Topic: Government & Politics

Michael Brown, Justice O'Connor and the Ethics of Quitting
(11/8/2005)

On September 2, in the midst of the post-Katrina chaos in New Orleans, then FEMA director Michael Brown sent an e-mail to a friend that revealed his state of mind.

"Last hurrah was supposed to have been Labor Day," it said. "I'm trapped now, please rescue me." Brown had planned on resigning his post when the killer hurricane struck, catching him mentally, emotionally and psychologically unprepared. Like the "senior slump" that so frequently strikes capable high-school students once they know that they have been safely embraced by a college and their immediate future is secure, Brown had essentially checked out of his important position well before his departure date. In doing so, he violated numerous ethical duties, most of which can be summarized in three basic principles:

  1. As long as you're in a job, you have a duty to do it well.
  2. Don't leave a mess that someone else will have to clean up.
  3. Make every effort to leave the matters under your supervision and authority in the state that you would want them to be in if you were taking over your position rather leaving it. This is the Resigning Manager's Golden Rule.

It is undoubtedly bad luck when your biggest job challenge arrives just when your attention, passion, and focus are at their lowest, but what befell Michael Brown (who was not exactly over-qualified for his position on his best days) should serve as a powerful lesson to the rest of us. The duty of diligence demands that you have to be as engaged, industrious and effective in the waning hours of a job as you have ever been. If you don't meet that standard, you are cheating your employer, your colleagues, your subordinates, everyone you serve, and everyone who depends on your performance. And, as Michael Brown now knows, you make yourself vulnerable to a career catastrophe.

For an example of a public servant who appears to be leaving a key position the ethical way, look no further than the U.S. Supreme Court, where Justice Sandra Day O'Connor is committed to staying on the job until her successor is confirmed. That could be a very long time from now, if Senate Democrats decide to filibuster any nominee who won't sing the praises of abortion-on-demand, and if the right wing of the GOP keeps demanding conservative judges who are capable of arguing that the Dred Scott decision was consistent with the Constitution's "original intent." O'Connor is weary and ill, and wants to leave the bench as much as Brown wanted to get back to his Arabian horses, but she's on the job, and by all accounts as alert and committed as ever.

But what's a professional in a key job supposed to do when no matter how hard he or she tries, there is no way to focus on the job at hand for its remaining days, weeks or months? What is the ethical course of action then?
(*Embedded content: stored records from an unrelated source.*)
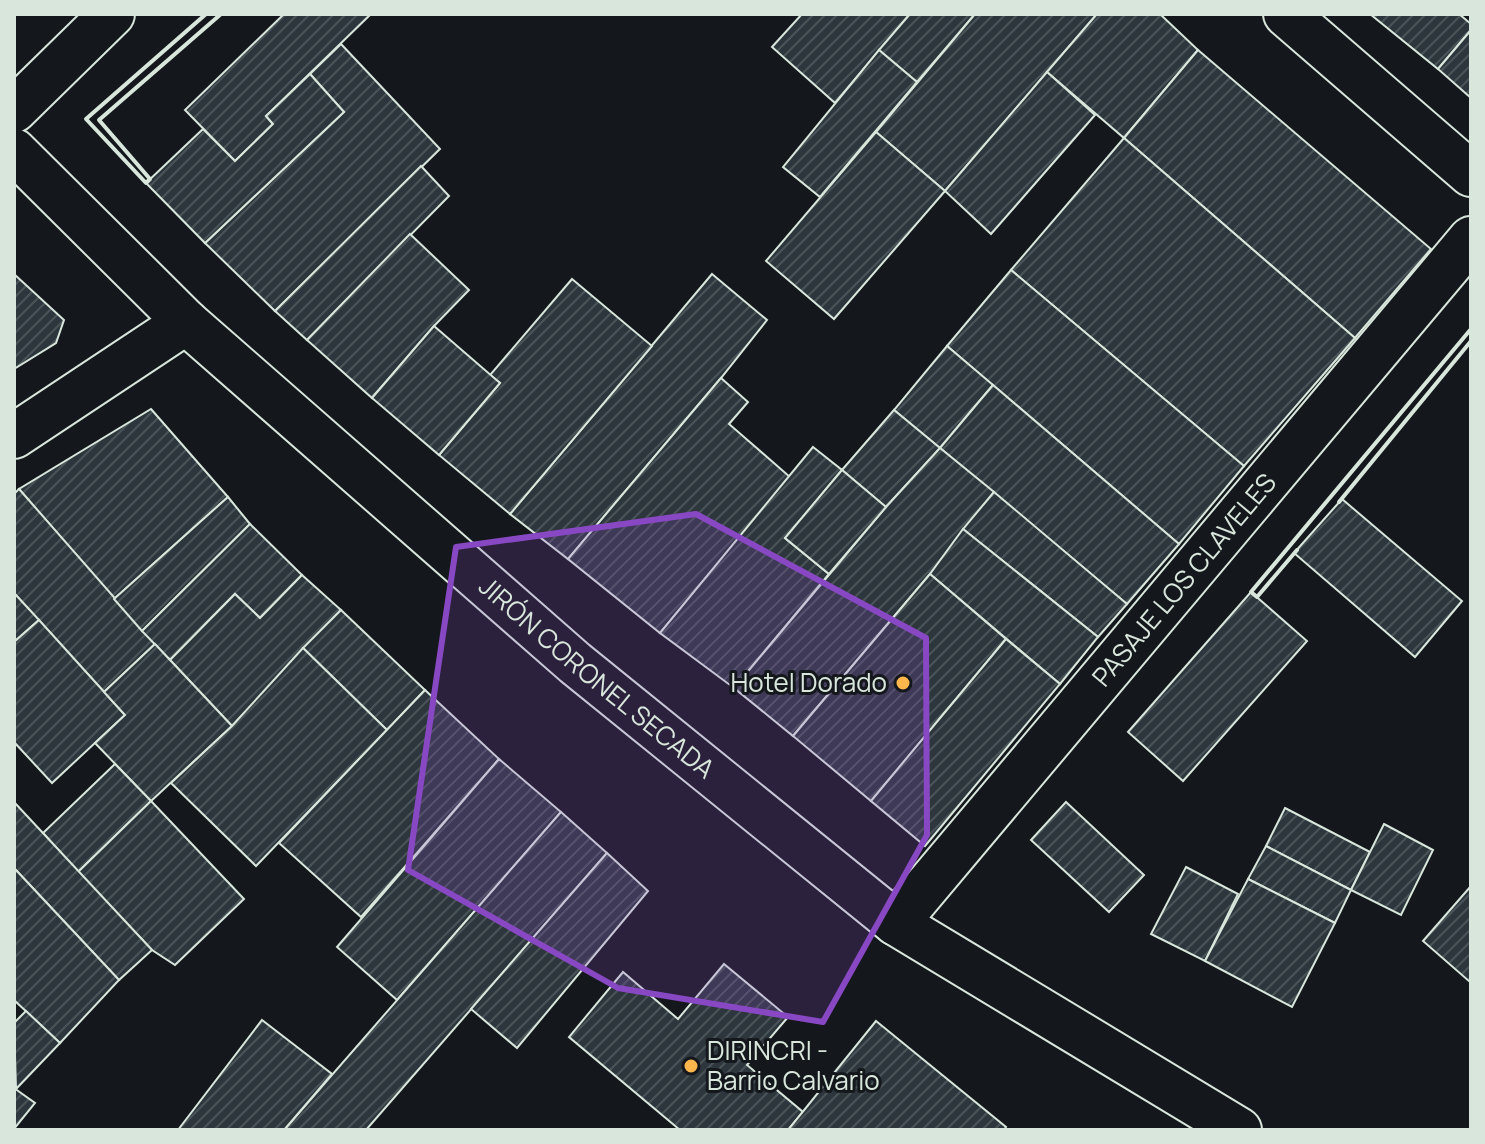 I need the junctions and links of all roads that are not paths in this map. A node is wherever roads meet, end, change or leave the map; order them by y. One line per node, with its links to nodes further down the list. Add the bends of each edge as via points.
1 (112, 14): 3 (main road)
2 (1286, 14): 5 (main road)
3 (14, 110)
4 (14, 151): 7 (main road, JIRÓN CORONEL SECADA)
5 (1471, 174)
6 (1471, 239): 9 (main road, PASAJE LOS CLAVELES)
7 (186, 322): 8 (main road); 9 (main road, JIRÓN CORONEL SECADA, via 575,663)
8 (14, 436)
9 (896, 923): 10 (main road, JIRÓN CORONEL SECADA)
10 (1239, 1130)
Simple: be honest and responsible, and quit. Explain to your superiors that you no longer can do the job, and will do more damage than good if you remain. Make yourself available for consultation and do everything possible to ease the transition, but step down so there's no mistaking the fact that you are no longer in charge. That's what a star baseball general manager did at the end of October, as Boston Red Sox GM Theo Epstein stunned everyone in the baseball universe by announcing that he was no longer able to commit himself emotionally and mentally to a demanding and stressful job under constant public and media scrutiny, and resigned…just as he was about to see his salary increase by almost 500%. Epstein's surprise exit put the Red Sox in a tough bind heading into a crucial off-season period of free-agent pursuit, trades, and contract negotiations, but he would have put the team in a far worse one if he had undertaken the daunting challenges of his job in a state of diminished commitment.

Doing a job ethically includes knowing when and how to quit. Apparently this was just one more aspect of his duties at FEMA that Michael Brown never mastered, and never understood until it was too late.